Safe Paths and Sequences for Scalable ILPs in RNA Transcript Assembly Problems

A common step at the core of many RNA transcript assembly tools is to find a set of weighted paths that best explain the weights of a DAG. While such problems easily become NP-hard, scalable solvers exist only for a basic error-free version of this problem, namely minimally decomposing a network flow into weighted paths. The main result of this paper is to show that we can achieve speedups of two orders of magnitude also for path-finding problems in the realistic setting (i.e., the weights do not induce a flow). We obtain these by employing the safety information that is encoded in the graph structure inside Integer Linear Programming (ILP) solvers for these problems. We first characterize the paths that appear in all path covers of the DAG, generalizing a graph reduction commonly used in the error-free setting (e.g. by Kloster et al. [ALENEX~2018]). Secondly, following the work of Ma, Zheng and Kingsford [RECOMB 2021], we characterize the \emph{sequences} of arcs that appear in all path covers of the DAG. We experiment with a path-finding ILP model (least squares) and with a more recent and accurate one. We use a variety of datasets originally created by Shao and Kingsford [TCBB, 2017], as well as graphs built from sequencing reads by the state-of-the-art tool for long-read transcript discovery, IsoQuant [Prjibelski et al., Nat.~Biotechnology~2023]. The ILPs armed with safe paths or sequences exhibit significant speed-ups over the original ones.
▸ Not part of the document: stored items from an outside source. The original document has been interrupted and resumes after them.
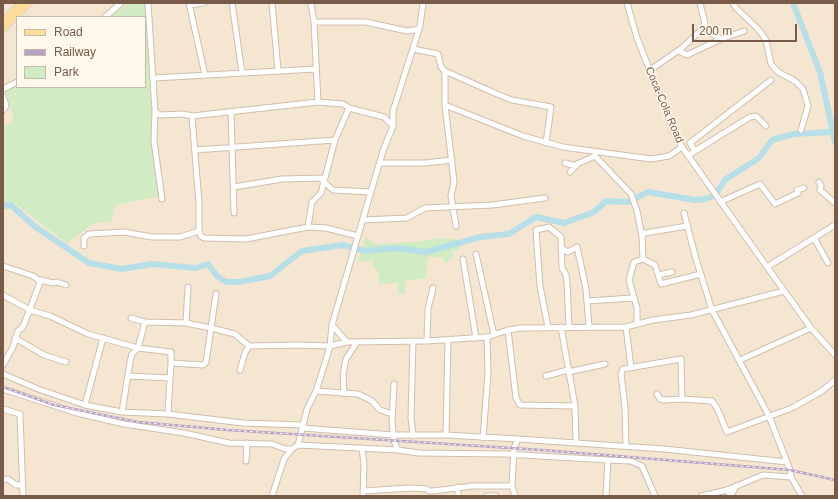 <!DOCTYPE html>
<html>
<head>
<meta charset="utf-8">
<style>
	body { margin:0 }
	#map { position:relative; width:838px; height:499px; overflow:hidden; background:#fdf4e4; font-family:Helvetica,sans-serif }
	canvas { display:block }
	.frame { position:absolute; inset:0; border:4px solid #775a48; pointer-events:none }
	.legend { position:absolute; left:16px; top:16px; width:130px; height:72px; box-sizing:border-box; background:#fff8eb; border:1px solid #c9b9aa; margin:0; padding:5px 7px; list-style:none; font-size:12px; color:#775a48 }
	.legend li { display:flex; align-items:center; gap:8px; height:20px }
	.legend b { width:20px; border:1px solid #c9b9aa }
	.scale { position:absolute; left:692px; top:24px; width:105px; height:18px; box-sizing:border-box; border:2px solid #775a48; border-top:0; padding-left:5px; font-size:12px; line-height:14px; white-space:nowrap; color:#775a48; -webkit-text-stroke:3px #fff8eb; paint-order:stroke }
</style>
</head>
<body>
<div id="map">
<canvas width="838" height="499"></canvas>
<div class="frame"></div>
<ul class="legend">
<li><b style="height:5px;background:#fedc9a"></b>Road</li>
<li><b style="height:5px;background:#b7a2c7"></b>Railway</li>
<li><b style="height:11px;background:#d1ebc2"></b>Park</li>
</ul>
<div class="scale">200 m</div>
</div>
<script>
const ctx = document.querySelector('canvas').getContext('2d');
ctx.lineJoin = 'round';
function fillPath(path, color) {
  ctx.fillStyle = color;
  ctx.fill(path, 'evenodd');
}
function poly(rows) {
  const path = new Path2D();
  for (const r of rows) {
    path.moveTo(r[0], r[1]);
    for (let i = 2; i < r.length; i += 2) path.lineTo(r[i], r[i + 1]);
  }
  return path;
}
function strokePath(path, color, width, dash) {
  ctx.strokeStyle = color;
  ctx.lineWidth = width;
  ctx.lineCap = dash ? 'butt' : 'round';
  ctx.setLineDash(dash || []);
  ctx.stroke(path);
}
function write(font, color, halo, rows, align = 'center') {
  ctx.font = font + ' Helvetica,sans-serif';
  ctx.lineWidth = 3;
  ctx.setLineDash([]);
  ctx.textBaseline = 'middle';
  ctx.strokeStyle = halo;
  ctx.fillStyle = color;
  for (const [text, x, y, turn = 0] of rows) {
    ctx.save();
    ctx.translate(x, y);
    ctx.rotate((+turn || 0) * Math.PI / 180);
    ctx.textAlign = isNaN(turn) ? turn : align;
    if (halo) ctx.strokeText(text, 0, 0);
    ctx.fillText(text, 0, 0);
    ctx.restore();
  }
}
fillPath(poly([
	[3,3,835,3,835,496,3,496],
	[17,17,145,17,145,87,17,87]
]), '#f5e6d2');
fillPath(poly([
	[129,3,147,3,155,111,154,159,162,196,115,205,111,222,93,223,67,244,15,203,3,203,3,128,14,121,6,91,17,83,17,87,145,87,145,17,109,17],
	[366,236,374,244,414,242,440,238,462,240,458,251,452,250,454,255,446,264,441,257,428,257,426,278,406,281,405,293,398,294,398,283,379,284,379,272,374,268,373,260,366,262,358,260]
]), '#d1ebc2');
strokePath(poly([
	[793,3,820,72,835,142],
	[3,206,11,205,34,226,89,263,122,269,152,264,196,268,208,264,218,277,227,282,239,282,270,276,302,251,343,245,365,251,397,248,426,252,480,237,509,234,536,217,564,223,594,212,606,201,628,202,648,192,695,200,705,199,714,196,726,179,759,158,772,140,794,134,832,132]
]), '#b7dfe8', 6);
const minor = poly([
	[148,3,155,111,160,115,183,114,192,116,318,102,343,104,349,108,384,117,393,126],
	[189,3,205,75],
	[232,3,242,73],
	[272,3,278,70],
	[311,3,314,22,318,102],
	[627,3,637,38,674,132,682,147,767,267,811,328,835,355],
	[733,3,736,8,759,30,766,40,771,64,778,72,795,81,803,89,808,106,801,130],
	[190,5,204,3],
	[105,17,121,3],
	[314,22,366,22,407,31,419,29],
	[705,25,711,33,721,39,744,31],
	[413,49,438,54,441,67,445,71,497,94,512,100,551,107,546,143],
	[679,51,687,55,721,39],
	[650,70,682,48,700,31,705,24,700,3],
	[445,71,445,105,454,182,451,196,456,226],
	[154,78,316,69],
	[3,89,17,82],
	[3,96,6,106,3,110],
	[445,105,523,136,563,147,651,159,669,156,682,147],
	[155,111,154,141,162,199],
	[231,112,234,213],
	[192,116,199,203,199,231,201,236,204,238,246,239,308,227,326,228,358,236],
	[195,150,335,140],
	[695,151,750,117,756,116,766,126],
	[595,156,631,194,637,211,642,236],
	[688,156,695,151,690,143,771,80],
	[380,163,425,163,452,160],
	[565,163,576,166],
	[570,172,577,164,595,156,595,154],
	[323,181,333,190,371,192],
	[819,182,821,186,820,190,835,203],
	[234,187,282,179,324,178],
	[720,202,760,184,775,204,798,193,797,190,804,188],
	[684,213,696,259,712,310,769,416,790,470,791,477,802,496],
	[363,220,407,218,425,208,492,205,545,198],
	[308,227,312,202,321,193,335,140,349,108],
	[814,238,828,263],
	[84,246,84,238,89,234,124,232,152,237,180,237,199,231],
	[561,248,568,252,577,247,586,289,589,327],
	[476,254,494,335],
	[463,259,476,338],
	[643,259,655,265,661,284,701,274],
	[3,266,33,276,41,282],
	[767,267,835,225],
	[658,275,672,272],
	[3,295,30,310,50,316,88,334,138,348,171,352,171,363,203,365,206,362,216,294],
	[587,301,633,298],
	[131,318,145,322,186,323,211,328,235,334,249,346,297,345,330,346,347,342,427,341,487,337,508,330,521,328,626,327,653,320,691,315,784,291],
	[186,323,188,287],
	[637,324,637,308,629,280,634,262,643,259,642,236,645,233,687,226],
	[332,325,347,342],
	[548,327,540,286,536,230,549,227,561,237,562,268,566,275,567,283,569,327],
	[561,327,575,406,576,443],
	[626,327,631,368],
	[508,330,516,398,520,405,575,406],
	[15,338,44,355,66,362],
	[427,341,428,309,433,288],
	[740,360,811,328],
	[3,365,13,347,18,331,23,327,41,280,53,283,57,282,66,285],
	[240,370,245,353,249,346],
	[568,372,605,364],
	[3,374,38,389,85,405,103,338],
	[128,376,170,378],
	[546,376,568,370],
	[394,384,392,421,394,441,398,450],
	[3,389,77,413,124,424,184,433,229,443,272,444,285,449,292,449],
	[316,391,358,394,372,401,380,410,392,414],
	[344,394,343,375,346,359,357,342],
	[657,394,660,399,664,400,682,399],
	[85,405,122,412,168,414,243,423,303,425],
	[3,409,20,414,23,496],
	[122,412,130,362,132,354,138,348,145,322],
	[168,414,171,363],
	[302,428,393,435,446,435,518,439],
	[446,435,448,340],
	[413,436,411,418,413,341],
	[483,438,488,373,487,337],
	[298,445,398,450,419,453,506,454,608,460,606,496],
	[626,446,625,407,621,374,623,369,681,359,682,399,712,401,717,408,727,432,792,408,822,391,835,380],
	[362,448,364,464,363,496],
	[608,460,631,461,642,466,655,496],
	[246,461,247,443],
	[3,480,8,479,16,485,22,485],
	[458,487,458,496],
	[727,490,731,496,736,486],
	[363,491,410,488,427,489,429,491,433,491,472,486,512,486],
	[272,496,284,459,292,449,298,445,307,409,316,391,325,363,330,346,332,325,360,229,383,151,393,126,393,111,420,26,423,3],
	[487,496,496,496],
	[515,496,512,486,514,448,518,439,664,449,787,462],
	[701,496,727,490,763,475,791,477]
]);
const major = poly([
	[3,21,21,3],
	[3,29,29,3]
]);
strokePath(minor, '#d1beac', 7);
strokePath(major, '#dcd4cf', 8);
strokePath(minor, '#fff', 5);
strokePath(major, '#fedc9a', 6);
const rail = poly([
	[3,387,54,405,138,422,228,430,542,450,790,470,835,480]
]);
strokePath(rail, '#b7a2c7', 2.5);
strokePath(rail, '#fff8eb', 1, [3]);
write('11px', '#775a48', '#fff8eb', [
	["Coca-Cola Road",664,105,67]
]);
</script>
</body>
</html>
On graphs with a large width, average speed-ups are in the range $50-160\times$ in the latter ILP model and in the range $100-1000\times$ in the least squares model. Our scaling techniques apply to any ILP whose solution paths are a path cover of the arcs of the DAG. As such, they can become a scalable building block of practical RNA transcript assembly tools, avoiding heuristic trade-offs currently needed on complex graphs.